Se serait-il d’ailleurs engagé s’il avait su que dès l’indépendance acquise, les députés de la première Assemblée constituante algérienne, s’empresseront d’adopter un Code de la nationalité n’accordant automatiquement la nationalité algérienne qu’aux seuls musulmans, obligeant les autres à en faire la demande, humiliation à laquelle se refusèrent la quasi-totalité des communistes non-musulmans, dont son épouse Josette et sa famille, quitte à aller habiter dans le pays combattu, la France, et à en garder la nationalité ?

L’ironie de l’histoire ne fait pas toujours sourire, et les communistes non-musulmans n’en ont pas été les seules cibles. Les Harkis et les pieds-noirs qui s’étaient voulus «Français» n’ont-ils pas été pareillement «trahis» par ceux qu’ils croyaient être les leurs, par celle qu’ils désignaient comme leur «mère-patrie», et que, faute de mieux, eux aussi se sont résignés à rejoindre ? Ce qui rend compréhensible la récente initiative en faveur d’un peuple pied-noir en quête d’un territoire, et qui se dote aussi d’un «État». Si la démarche peut paraître tardive et/ou utopique, du moins est-elle émouvante et chargée de sens.

 

Beaucoup voulaient rester en Algérie

En vérité, les uns et les autres ont été victimes de leur propre naïveté, des lois implacables de la géopolitique, d’une foi respectable mais aveugle, et donc aussi de leurs propres faiblesses, idéologiques et numériques.

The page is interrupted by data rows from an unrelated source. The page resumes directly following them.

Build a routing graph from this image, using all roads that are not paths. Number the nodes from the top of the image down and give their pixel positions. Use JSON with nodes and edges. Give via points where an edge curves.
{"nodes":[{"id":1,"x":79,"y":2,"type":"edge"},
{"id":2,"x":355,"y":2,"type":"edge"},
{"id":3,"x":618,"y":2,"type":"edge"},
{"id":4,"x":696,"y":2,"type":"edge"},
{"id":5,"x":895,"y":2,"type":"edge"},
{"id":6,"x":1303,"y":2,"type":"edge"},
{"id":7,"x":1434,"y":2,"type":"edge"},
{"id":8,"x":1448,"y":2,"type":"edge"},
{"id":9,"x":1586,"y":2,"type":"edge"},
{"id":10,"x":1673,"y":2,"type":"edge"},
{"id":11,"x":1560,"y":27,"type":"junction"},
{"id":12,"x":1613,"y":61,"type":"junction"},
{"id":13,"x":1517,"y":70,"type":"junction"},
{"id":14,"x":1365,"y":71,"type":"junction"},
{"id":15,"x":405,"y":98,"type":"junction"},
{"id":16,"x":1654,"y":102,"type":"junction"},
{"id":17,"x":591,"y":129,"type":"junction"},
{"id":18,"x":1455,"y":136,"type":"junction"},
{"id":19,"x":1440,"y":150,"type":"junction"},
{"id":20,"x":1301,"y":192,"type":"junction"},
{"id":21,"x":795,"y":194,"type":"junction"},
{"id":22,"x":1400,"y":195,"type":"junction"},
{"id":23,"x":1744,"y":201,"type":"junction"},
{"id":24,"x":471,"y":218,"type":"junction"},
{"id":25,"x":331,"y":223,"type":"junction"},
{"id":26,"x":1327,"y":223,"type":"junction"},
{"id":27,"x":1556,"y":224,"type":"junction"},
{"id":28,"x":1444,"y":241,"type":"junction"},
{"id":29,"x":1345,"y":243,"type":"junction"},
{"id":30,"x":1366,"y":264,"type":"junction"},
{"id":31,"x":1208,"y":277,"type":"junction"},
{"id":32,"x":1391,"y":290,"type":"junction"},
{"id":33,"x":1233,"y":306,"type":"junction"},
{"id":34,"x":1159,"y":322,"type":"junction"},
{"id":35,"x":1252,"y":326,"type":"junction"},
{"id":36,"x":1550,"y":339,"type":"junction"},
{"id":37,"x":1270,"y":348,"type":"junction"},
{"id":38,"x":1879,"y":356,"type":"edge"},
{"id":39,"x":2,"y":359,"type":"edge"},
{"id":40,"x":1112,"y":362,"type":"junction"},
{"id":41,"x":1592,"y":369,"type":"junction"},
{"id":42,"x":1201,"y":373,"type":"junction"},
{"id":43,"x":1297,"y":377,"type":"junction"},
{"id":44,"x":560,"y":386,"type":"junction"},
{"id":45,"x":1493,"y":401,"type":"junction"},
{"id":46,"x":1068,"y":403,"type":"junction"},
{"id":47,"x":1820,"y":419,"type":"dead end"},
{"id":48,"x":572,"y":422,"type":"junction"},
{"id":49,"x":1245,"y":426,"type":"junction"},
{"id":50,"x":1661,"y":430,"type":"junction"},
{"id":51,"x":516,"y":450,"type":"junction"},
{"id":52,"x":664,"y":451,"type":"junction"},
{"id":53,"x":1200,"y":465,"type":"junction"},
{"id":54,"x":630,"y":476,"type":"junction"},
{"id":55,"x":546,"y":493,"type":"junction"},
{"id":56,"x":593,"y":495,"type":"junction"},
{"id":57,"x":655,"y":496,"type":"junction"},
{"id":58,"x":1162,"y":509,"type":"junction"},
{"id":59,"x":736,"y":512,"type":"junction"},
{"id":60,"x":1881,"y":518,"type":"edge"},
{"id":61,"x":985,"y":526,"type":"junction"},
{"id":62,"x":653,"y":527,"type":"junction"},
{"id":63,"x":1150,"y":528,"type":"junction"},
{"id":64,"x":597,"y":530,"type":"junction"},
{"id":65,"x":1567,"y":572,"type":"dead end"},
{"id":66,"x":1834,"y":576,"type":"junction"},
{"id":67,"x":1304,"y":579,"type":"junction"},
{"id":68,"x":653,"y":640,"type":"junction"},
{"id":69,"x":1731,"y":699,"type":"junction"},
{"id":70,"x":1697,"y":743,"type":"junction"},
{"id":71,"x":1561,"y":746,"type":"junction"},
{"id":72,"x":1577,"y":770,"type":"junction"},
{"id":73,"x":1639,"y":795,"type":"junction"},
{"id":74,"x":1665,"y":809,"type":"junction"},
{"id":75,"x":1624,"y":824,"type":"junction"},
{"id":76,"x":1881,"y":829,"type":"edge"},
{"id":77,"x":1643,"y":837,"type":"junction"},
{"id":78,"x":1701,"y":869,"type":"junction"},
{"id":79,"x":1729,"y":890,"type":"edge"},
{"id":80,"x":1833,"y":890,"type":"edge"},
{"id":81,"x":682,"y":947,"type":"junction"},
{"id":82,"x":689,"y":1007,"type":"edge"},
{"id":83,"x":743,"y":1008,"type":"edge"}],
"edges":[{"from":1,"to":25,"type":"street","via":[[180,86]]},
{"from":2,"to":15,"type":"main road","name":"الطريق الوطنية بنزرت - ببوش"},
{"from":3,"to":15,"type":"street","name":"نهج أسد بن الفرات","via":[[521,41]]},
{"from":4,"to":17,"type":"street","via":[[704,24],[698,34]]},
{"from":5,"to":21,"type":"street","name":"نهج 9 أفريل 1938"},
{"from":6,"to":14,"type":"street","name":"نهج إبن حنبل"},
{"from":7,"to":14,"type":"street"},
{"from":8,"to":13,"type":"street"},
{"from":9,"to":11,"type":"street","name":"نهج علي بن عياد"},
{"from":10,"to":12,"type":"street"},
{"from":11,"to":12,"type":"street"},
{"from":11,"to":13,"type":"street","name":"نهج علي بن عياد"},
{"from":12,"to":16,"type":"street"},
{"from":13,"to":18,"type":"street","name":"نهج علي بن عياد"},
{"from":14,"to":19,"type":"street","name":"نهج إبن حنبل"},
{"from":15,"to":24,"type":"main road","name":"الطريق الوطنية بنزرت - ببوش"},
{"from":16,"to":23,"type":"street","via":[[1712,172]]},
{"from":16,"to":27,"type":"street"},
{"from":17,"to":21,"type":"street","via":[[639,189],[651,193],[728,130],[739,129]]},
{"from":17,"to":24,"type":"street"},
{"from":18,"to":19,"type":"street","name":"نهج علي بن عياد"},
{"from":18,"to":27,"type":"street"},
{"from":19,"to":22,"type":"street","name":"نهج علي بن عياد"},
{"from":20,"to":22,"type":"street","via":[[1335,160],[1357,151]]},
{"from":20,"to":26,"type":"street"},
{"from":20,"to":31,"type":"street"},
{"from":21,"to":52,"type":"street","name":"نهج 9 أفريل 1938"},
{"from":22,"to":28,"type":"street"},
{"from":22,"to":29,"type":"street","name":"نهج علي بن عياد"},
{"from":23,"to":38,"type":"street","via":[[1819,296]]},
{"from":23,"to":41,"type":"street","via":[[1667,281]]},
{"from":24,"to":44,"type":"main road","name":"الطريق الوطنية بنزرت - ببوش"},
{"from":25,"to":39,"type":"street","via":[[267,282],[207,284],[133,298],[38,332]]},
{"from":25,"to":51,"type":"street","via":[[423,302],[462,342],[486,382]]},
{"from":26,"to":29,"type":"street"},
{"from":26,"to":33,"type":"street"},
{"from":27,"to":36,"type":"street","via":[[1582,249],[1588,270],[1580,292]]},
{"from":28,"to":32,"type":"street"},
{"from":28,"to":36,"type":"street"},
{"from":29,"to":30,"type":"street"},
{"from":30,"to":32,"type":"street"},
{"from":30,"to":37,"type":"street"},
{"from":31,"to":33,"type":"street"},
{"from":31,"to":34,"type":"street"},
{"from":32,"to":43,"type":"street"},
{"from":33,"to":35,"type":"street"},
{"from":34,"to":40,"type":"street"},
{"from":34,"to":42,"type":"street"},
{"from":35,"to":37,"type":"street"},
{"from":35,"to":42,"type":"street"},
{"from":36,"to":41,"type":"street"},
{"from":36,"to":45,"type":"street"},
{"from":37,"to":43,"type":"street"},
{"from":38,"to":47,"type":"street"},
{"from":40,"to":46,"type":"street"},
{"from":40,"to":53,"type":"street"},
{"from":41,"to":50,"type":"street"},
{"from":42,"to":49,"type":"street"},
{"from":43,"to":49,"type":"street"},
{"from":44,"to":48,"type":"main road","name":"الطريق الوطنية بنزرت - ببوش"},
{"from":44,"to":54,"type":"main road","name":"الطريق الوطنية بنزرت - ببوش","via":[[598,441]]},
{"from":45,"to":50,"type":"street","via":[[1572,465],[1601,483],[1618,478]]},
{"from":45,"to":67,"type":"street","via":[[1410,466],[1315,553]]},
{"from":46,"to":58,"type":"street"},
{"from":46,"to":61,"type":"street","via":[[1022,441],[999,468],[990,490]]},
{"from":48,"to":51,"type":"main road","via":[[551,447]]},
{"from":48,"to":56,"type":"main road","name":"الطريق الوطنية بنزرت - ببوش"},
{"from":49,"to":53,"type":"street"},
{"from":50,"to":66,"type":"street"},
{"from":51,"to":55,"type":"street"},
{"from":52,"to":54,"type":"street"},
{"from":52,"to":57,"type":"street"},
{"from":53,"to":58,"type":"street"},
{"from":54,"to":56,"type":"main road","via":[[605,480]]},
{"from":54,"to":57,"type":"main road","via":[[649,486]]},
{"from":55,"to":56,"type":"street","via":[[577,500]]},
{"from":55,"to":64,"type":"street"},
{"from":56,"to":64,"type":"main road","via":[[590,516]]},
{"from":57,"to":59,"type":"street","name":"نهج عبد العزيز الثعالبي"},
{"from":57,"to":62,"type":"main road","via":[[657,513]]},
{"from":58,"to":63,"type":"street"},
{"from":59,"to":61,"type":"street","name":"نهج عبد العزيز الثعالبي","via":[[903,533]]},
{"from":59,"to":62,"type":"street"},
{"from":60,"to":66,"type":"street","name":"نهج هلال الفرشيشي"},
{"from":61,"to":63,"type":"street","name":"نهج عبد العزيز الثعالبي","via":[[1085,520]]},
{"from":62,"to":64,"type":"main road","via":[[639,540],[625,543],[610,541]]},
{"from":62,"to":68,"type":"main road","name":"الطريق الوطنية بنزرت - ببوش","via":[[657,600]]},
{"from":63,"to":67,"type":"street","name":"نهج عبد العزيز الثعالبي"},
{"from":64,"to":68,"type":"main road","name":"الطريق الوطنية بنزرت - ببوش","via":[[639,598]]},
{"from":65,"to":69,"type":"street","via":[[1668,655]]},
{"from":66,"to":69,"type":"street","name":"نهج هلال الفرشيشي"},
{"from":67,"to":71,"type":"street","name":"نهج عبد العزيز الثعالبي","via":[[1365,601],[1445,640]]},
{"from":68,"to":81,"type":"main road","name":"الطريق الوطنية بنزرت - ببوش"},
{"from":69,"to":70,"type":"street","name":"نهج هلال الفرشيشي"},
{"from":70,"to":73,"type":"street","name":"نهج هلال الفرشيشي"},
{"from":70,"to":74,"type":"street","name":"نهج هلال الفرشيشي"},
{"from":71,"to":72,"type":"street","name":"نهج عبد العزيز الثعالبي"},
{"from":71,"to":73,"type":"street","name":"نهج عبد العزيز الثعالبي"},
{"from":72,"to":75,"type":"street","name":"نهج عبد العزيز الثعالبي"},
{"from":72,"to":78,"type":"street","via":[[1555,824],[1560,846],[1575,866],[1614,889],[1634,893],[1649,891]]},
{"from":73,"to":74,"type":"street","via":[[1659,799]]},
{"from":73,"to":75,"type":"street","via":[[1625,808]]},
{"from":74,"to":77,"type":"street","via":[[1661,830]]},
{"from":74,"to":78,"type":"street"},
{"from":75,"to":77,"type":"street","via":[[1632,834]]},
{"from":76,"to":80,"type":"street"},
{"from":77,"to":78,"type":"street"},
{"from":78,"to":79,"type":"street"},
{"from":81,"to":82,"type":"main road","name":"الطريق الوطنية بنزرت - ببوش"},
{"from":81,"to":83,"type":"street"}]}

Le peuple pied-noir venu de tout le bassin méditerranéen depuis un siècle et les Juifs, présents depuis vingt siècles pour les uns et cinq siècles pour les autres, lesquels dans leur grandes majorité n’avaient jamais mis les pieds en métropole, aspiraient à rester en Algérie. Mais tel n’était le vœu ni du mouvement islamo-nationaliste depuis sa naissance dans les années 20, ni plus tard de son bras armé le FLN-ALN : l’adoption du Code de la nationalité en 1963 n’étant que la conséquence du projet ancien d’une Algérie exclusivement arabo-musulmane.

 

Algérie CNI

 

Face à cette exclusion et au nombre, que pouvaient donc faire les pieds-noirs et les Juifs ?  S’identifier à la France pour qu’elle les protège ?

Mauvais calculs de tous ceux qu’ils se donnèrent comme représentants politiques. Les quatre méfaits de l’armée française contre «les siens» n’étaient pas en effet un hasard, mais la conséquence logique de ce qui était devenu l’unique impératif catégorique de la France : éloigner l’Algérie de l’influence soviétique et conserver la mainmise sur le pétrole saharien.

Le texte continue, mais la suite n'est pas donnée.